I grew up watching reruns of the 1960s Batman TV series on Nickelodeon on weekday evenings (which was nicknamed Nick-At-Nite). Adam West brought such hilarious deadpan humor to the character (originally created by Bob Kane and Bill Finger), and the show was bizarrely entertaining (from over-the-top villains to canted camera angles to Batman’s usual incredible leaps of logic in deciphering clues). When it was announced that there would be an animated film featuring West (as Batman) and Burt Ward (as Robin) reprising their iconic roles to commemorate the show’s 50th anniversary, I was very excited (even more so when I found out that the film would have its world premiere at NY Comic Con!). I saw Rick Morales’ Batman: Return of the Caped Crusaders recently on the first night of the 2016 NY Comic Con at the Main Stage 1-D in the Jacob Javits Center, and it was just a wonderful experience.

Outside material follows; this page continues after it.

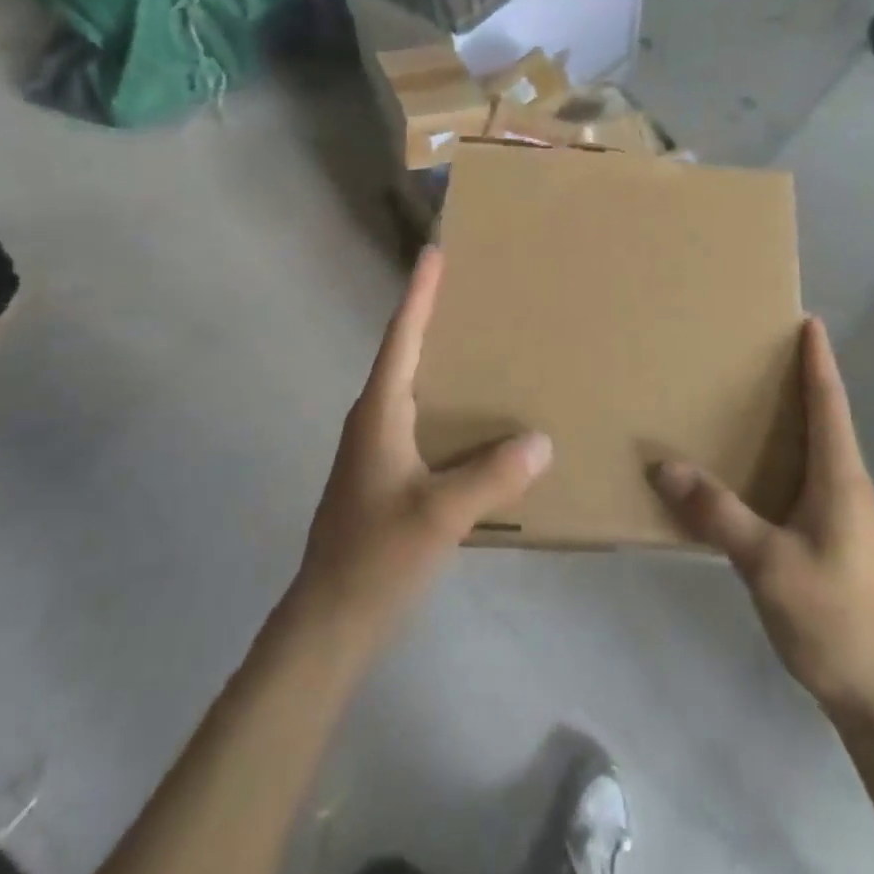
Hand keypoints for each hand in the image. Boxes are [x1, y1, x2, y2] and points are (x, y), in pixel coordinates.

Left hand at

2016’s Batman: Return of the Caped Crusaders follows the dynamic duo as they attempt to foil the schemes perpetrated by the combined forces of the Joker, the Penguin, the Riddler, and Catwoman. Morales brought together a terrific voice cast that included West (as Bruce Wayne/Batman), Ward (as Dick Grayson/Robin), Julie Newmar (reprising her role from the 1960s TV show as Selina Kyle/Catwoman), Jeff Bergman (as the Joker), William Salyers (as the Penguin), Wally Wingert (as the Riddler), Steven Weber (as Alfred Pennyworth), Jim Ward (as Commissioner James Gordon), Thomas Lennon (as Chief Miles O’Hara), Lynn Marie Stewart (as Aunt Harriet), and Sirena Irwin (as Miranda Moore). West and Ward fit back in to their most famous roles quite comfortably (by the sound of their voices, you can’t even tell it’s been 50 years since the show first aired). Newmar’s age is a bit more noticeable in her voice work, but in an odd way it seems rather fitting considering she’s voicing a character named Catwoman and it’s quite alluring as well. Wingert faithfully channels Frank Gorshin in his voice work as the Riddler.

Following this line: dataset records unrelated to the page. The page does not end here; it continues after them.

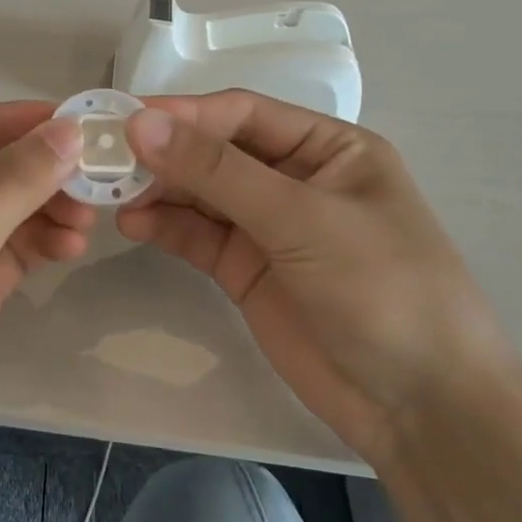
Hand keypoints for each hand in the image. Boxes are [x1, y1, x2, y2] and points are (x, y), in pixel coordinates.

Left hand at [0, 102, 91, 521]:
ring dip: (39, 210)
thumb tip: (67, 130)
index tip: (74, 122)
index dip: (10, 120)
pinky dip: (34, 247)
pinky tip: (70, 247)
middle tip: (93, 176)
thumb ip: (7, 186)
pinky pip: (0, 257)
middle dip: (31, 170)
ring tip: (87, 220)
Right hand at [117, 91, 513, 463]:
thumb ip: (217, 172)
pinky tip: (132, 223)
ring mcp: (268, 227)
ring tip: (108, 192)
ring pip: (199, 193)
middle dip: (163, 153)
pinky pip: (197, 236)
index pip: (242, 114)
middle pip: (214, 152)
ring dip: (157, 189)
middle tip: (102, 157)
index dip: (183, 113)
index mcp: (328, 148)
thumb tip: (140, 123)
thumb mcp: (301, 219)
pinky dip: (164, 226)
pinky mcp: (246, 270)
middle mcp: (295, 178)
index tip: (124, 118)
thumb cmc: (381, 289)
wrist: (419, 407)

The screenplay by James Tucker and Michael Jelenic delivers a solid Batman story with some interesting twists and turns, plenty of humor (the jaywalking bit, the amazing leaps of logic, etc.) and action, and is just downright fun. The computer animation was superb (the artwork was inspired by the Batman comics of the 1960s). The score by Kristopher Carter, Michael McCuistion, and Lolita Ritmanis makes great use of Neal Hefti’s theme from the 1960s TV show, adding to the film’s 1960s feel. The film was followed by a panel discussion at NY Comic Con featuring West, co-writer/producer Tucker, co-writer Jelenic, and director Morales. West was praised, and fans were already demanding a sequel (which ended up being officially announced at the very end of the panel, along with the name of the main villain and a video message from the actor who would be providing the voice of the main villain). Morales’ Batman: Return of the Caped Crusaders is a welcome return for West and Ward to their most famous roles (in animated form). It retains the spirit of the live action 1960s TV series and is just entertaining from start to finish (you’ll want to watch the credits for some more hilarity).